Des cahiers des charges rédigés au cordeau, clairs, détaillés, bien structurés…  mais totalement inadaptés au contexte réel. Le problème, ce n’est pas la qualité du document. 
C’est qu’il a été copié-collé, puis vaguement personnalisé, sans passer par un vrai travail d’analyse, d’écoute, d’alignement. 

Un peu comme si on essayait de reproduire une déco Instagram dans un deux-pièces mal isolé. 
Même palette, même mobilier, même style…  Mais ça ne fonctionne pas, car l’espace, les usages et les contraintes sont radicalement différents

Chez Netemedia, la rédaction d’un cahier des charges n’est jamais un point de départ. 
C’est la première concrétisation d’un processus long et exigeant

Des ateliers, des entretiens, des audits, des ajustements. 
Des désaccords parfois. Et surtout, beaucoup de discussions. 

Notre priorité : faire en sorte que toutes les parties prenantes soient alignées. 
Pas uniquement l’équipe projet, mais l’ensemble des personnes concernées ou impactées

Parce qu’un projet web, ce n’est pas qu’un assemblage technique. 
C’est une transformation de pratiques, d’outils, d’interactions. 
Un projet numérique touche à l’organisation, au quotidien, à l’humain. 

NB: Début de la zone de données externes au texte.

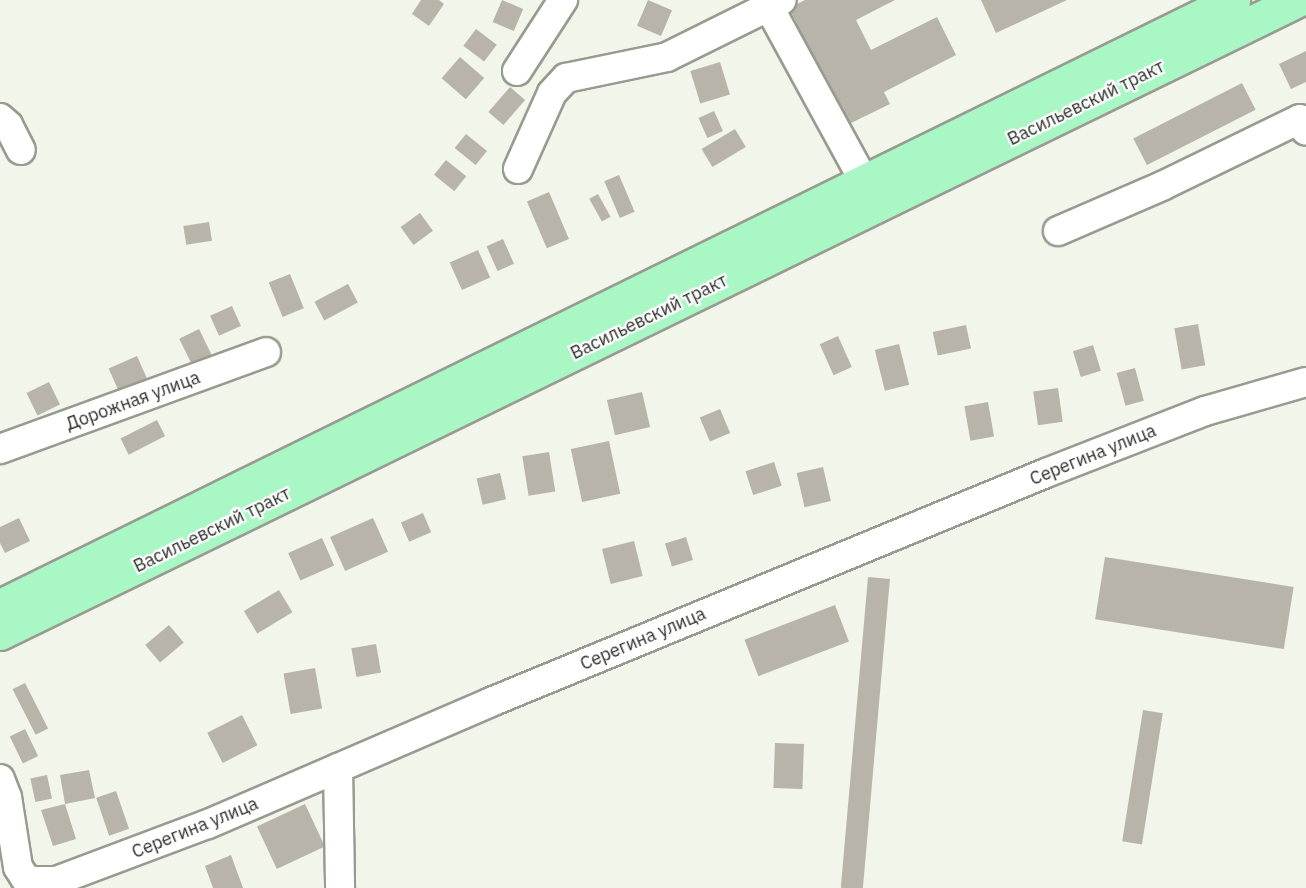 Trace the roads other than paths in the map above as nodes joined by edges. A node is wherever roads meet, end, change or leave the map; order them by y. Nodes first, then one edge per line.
1 (563, 0) edge
2 (1233, 0) edge
3 (1298, 0) edge
4 (776, 4) edge
5 (517, 71) dead end
6 (0, 118) edge
7 (1306, 131) edge
8 (21, 150) dead end
9 (518, 169) dead end
10 (864, 181) junction
11 (1058, 231) dead end
12 (266, 352) dead end
13 (1306, 382) edge
14 (0, 449) edge
15 (0, 606) edge
16 (0, 633) edge
17 (338, 768) junction
18 (0, 779) edge
19 (8, 861) edge
20 (340, 888) edge

1 - 5 street
2 - 10 main road, Васильевский тракт
3 - 16 main road, Васильевский тракт
4 - 9 street
4 - 10 street
6 - 8 street
7 - 11 street
10 - 15 main road, Васильевский тракт
12 - 14 street, Дорожная улица
13 - 17 street, Серегина улица
17 - 19 street, Серегина улица
17 - 20 street
18 - 19 street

Il doit être compris, accepté, incarné. 
Et ça, aucun modèle de cahier des charges trouvé sur Internet ne peut le garantir. 

Un bon cahier des charges ne suffit pas. 
Car il ne dit rien, à lui seul, du chemin parcouru pour l’écrire. 
Et c’est là que réside la vraie valeur de l’AMOA : 
garantir un processus rigoureux, collectif, éclairé — qui aligne les enjeux, les besoins, et les personnes.